Zone3 - Federal Court finds that a failure to give adequate reasons for the rejection of a film tax credit claim required that the claim be reconsidered

Martineau J has ordered the Canadian Audio-Visual Certification Office (“CAVCO”) to reconsider a decision to reject a leading Quebec TV producer’s application for certification of a TV series. The essential problem was that CAVCO’s advance notice of a negative determination - on the basis that the production was “in respect of a game…or contest” and, therefore, ineligible for the Canadian film or video production tax credit under Reg. 1106(1), “excluded production,” (b)(iii) – did not address the taxpayer’s position that the shows’ question-and-answer format merely served as a pretext or vehicle for effectively presenting the informational content, and did not disclose that, in fact, the application had been rejected through the mechanical application of a “decision tree” that the taxpayer did not find out about until later.

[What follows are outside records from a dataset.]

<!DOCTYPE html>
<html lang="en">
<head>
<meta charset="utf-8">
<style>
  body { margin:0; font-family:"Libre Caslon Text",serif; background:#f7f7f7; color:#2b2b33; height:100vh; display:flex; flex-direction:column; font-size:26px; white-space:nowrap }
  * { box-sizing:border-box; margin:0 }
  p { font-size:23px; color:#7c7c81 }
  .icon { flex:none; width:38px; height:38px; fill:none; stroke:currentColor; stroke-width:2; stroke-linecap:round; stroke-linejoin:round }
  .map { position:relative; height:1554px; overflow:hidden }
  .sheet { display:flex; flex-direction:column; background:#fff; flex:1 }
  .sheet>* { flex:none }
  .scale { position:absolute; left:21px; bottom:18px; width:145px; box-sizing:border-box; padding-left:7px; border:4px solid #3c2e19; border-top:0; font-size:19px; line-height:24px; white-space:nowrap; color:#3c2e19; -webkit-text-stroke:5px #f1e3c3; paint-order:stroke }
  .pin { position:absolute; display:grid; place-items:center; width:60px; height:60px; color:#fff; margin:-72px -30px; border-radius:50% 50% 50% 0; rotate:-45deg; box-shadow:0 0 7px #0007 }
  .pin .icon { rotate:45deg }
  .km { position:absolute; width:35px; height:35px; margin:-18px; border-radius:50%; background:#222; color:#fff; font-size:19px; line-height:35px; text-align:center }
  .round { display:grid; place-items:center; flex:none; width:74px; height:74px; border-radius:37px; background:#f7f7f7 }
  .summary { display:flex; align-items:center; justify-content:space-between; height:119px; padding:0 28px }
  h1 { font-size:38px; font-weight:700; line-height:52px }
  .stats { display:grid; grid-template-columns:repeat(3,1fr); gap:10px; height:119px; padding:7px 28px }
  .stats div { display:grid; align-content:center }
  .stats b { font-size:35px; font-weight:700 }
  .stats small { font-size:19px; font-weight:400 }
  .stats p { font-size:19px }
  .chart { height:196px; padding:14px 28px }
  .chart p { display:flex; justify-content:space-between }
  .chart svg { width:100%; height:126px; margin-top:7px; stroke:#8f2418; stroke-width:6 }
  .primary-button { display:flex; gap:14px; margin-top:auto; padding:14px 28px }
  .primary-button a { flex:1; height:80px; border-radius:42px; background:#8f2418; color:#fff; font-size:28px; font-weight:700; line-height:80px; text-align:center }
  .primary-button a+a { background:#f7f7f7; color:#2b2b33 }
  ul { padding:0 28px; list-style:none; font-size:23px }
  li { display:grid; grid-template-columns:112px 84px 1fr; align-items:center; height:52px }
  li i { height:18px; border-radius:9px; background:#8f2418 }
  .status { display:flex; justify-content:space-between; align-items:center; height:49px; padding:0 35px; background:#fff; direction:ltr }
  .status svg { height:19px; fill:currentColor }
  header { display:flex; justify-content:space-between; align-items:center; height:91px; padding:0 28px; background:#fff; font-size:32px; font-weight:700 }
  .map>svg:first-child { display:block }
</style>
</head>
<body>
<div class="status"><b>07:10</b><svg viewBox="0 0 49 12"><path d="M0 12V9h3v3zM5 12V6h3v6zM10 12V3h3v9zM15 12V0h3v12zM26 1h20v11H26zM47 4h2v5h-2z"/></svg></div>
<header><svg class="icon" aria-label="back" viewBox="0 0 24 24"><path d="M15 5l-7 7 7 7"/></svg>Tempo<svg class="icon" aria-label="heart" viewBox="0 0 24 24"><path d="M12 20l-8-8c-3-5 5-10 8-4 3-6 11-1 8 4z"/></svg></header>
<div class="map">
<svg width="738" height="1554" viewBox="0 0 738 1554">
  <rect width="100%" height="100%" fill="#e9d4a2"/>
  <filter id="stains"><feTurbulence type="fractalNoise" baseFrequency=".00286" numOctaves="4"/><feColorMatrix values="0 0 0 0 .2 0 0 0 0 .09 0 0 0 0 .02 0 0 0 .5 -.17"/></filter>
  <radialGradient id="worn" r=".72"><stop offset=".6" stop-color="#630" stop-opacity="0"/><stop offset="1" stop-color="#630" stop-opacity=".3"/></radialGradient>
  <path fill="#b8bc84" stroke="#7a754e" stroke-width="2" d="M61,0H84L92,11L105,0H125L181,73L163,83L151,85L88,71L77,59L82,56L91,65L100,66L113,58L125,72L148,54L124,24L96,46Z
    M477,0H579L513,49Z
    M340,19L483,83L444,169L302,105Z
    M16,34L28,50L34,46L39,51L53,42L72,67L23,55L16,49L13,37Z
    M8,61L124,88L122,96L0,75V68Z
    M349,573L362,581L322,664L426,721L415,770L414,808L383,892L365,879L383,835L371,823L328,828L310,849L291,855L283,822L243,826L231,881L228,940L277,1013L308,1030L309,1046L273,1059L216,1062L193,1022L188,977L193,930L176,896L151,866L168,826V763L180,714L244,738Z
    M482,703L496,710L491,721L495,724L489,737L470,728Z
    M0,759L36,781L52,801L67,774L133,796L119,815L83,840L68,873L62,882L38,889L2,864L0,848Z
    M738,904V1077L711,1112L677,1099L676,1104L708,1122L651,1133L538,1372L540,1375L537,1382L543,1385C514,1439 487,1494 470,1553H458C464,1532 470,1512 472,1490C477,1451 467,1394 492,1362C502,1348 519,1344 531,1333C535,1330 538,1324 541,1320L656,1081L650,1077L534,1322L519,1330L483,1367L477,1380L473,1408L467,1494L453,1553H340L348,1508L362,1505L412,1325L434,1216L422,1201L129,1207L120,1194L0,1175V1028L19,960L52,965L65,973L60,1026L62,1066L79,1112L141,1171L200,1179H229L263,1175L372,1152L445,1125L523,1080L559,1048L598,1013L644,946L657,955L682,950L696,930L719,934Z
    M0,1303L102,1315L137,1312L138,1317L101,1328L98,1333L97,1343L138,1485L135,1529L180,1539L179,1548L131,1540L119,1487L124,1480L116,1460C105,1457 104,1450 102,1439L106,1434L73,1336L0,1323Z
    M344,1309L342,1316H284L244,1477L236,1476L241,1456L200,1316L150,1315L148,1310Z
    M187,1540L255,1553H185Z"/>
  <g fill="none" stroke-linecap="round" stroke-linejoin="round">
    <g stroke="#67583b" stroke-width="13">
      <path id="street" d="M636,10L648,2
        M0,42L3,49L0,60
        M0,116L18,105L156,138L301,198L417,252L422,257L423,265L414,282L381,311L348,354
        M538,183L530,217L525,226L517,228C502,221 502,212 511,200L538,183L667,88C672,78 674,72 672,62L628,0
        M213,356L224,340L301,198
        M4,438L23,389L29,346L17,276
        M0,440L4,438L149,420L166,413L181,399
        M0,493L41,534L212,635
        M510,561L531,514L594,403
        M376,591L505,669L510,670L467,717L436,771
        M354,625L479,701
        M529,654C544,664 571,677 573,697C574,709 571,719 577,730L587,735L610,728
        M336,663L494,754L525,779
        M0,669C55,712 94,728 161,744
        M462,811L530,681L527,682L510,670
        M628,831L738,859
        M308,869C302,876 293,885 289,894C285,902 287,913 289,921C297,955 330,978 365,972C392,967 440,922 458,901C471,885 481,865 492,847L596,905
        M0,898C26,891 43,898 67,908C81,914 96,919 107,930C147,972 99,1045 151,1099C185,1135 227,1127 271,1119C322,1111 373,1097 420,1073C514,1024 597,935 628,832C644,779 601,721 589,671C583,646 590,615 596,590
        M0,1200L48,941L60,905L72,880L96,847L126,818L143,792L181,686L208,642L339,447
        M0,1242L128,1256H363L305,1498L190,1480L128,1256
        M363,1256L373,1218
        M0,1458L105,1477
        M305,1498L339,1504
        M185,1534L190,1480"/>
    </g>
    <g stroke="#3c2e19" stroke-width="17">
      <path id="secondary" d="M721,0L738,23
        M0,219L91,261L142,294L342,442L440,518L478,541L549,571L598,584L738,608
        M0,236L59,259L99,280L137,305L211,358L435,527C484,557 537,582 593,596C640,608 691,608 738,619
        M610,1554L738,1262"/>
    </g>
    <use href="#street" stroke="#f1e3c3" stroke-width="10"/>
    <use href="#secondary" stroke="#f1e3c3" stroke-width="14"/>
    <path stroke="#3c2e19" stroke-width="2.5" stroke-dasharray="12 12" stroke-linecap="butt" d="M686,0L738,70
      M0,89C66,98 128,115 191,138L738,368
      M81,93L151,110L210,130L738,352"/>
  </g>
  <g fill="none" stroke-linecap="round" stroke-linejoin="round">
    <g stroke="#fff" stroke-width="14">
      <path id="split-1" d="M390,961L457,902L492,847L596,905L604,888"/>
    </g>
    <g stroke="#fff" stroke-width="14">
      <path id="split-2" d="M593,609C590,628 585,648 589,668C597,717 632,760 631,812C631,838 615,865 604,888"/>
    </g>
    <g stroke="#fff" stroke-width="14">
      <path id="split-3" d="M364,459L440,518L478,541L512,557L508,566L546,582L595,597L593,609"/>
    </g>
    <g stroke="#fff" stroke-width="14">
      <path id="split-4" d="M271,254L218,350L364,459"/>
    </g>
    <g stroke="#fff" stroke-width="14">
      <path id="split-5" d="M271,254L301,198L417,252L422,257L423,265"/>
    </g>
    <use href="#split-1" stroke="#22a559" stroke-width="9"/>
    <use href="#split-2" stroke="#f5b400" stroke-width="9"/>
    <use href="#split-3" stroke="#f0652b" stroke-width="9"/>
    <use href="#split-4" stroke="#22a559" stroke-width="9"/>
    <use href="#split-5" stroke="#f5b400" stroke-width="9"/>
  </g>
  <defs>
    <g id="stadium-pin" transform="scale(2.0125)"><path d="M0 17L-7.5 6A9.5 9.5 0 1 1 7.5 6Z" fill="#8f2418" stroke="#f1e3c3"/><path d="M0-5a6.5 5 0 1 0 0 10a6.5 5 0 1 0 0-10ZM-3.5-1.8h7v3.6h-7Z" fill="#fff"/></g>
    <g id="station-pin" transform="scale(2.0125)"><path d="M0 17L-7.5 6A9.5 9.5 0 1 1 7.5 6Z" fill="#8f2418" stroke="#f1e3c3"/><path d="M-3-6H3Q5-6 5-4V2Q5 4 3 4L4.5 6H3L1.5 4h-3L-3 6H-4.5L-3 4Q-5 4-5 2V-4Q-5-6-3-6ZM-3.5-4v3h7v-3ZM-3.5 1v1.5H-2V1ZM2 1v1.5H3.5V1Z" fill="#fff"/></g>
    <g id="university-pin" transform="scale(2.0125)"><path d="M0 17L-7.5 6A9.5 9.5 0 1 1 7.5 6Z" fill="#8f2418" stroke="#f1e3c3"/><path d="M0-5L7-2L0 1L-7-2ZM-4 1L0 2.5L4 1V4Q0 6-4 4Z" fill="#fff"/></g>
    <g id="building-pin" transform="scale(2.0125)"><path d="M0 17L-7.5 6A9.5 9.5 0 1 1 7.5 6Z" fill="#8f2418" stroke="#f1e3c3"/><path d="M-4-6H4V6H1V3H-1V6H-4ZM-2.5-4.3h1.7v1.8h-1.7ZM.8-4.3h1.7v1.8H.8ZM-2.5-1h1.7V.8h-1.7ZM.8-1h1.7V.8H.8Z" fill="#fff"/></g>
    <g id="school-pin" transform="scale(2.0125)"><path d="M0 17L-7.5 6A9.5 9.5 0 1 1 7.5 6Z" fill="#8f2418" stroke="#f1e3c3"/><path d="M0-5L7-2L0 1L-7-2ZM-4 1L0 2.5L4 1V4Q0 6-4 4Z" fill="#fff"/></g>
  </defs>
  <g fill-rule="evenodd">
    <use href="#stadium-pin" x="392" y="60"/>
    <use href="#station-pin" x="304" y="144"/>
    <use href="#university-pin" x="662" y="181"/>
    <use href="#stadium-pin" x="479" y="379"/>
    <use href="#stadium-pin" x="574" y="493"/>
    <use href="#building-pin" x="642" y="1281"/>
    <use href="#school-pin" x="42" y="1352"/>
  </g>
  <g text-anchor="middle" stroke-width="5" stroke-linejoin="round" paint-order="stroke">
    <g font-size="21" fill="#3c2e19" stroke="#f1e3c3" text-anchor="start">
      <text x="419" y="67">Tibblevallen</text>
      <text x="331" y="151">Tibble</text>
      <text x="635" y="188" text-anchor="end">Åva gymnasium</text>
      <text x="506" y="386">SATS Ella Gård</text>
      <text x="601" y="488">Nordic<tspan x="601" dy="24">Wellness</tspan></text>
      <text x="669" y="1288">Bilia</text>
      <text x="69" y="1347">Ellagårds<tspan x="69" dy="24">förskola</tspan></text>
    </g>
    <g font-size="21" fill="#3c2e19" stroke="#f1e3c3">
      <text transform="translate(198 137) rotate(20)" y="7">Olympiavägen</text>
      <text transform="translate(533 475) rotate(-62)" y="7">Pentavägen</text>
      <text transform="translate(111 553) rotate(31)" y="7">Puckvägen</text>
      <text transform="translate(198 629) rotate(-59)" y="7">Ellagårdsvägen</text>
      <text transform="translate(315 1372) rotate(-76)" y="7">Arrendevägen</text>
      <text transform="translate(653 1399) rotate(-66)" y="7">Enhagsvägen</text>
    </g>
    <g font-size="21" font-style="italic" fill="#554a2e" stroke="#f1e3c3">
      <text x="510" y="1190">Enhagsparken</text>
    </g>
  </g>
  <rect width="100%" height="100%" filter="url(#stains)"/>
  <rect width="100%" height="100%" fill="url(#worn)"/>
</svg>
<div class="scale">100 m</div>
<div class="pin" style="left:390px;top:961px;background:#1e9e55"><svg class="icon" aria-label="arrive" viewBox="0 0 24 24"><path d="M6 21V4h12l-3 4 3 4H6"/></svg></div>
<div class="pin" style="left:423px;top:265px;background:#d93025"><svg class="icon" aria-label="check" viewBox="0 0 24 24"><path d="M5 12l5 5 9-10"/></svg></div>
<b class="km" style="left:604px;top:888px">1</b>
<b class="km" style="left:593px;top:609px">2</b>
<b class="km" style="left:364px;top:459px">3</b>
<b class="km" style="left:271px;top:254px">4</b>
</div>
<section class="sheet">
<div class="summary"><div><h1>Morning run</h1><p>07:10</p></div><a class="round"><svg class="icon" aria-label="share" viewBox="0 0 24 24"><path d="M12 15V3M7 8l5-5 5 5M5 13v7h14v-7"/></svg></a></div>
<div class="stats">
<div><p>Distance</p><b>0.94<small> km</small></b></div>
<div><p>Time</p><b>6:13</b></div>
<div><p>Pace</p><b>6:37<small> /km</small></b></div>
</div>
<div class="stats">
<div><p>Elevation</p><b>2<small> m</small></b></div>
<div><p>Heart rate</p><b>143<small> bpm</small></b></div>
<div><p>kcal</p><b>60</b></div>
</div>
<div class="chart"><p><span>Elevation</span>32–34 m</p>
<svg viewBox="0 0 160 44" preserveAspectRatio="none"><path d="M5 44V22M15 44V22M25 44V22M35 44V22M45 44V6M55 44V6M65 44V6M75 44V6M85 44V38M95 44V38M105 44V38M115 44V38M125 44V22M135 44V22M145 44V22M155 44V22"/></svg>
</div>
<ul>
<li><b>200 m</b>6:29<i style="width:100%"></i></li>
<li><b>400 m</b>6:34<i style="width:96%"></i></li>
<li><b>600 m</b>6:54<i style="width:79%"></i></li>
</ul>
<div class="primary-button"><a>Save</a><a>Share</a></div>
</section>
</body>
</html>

Martineau J applied the general principle that:

When the reviewing court is not in a position to determine if the decision on that point or argument falls within a range of possible, acceptable outcomes which are defensible in respect of the facts and the law, the decision will usually be found to be unreasonable, unless the reviewing court can itself reasonably find that the outcome of the proceedings would not have changed even if the point or argument has been dealt with by the tribunal one way or the other.

This principle also potentially applies to discretionary decisions of CRA which cannot be challenged through appeal of an assessment.

Neal Armstrong. Summary of Zone3-XXXVI Inc. v. A.G. (Canada), 2016 FC 75 under Reg. 1106(1) “excluded production” – (b)(iii).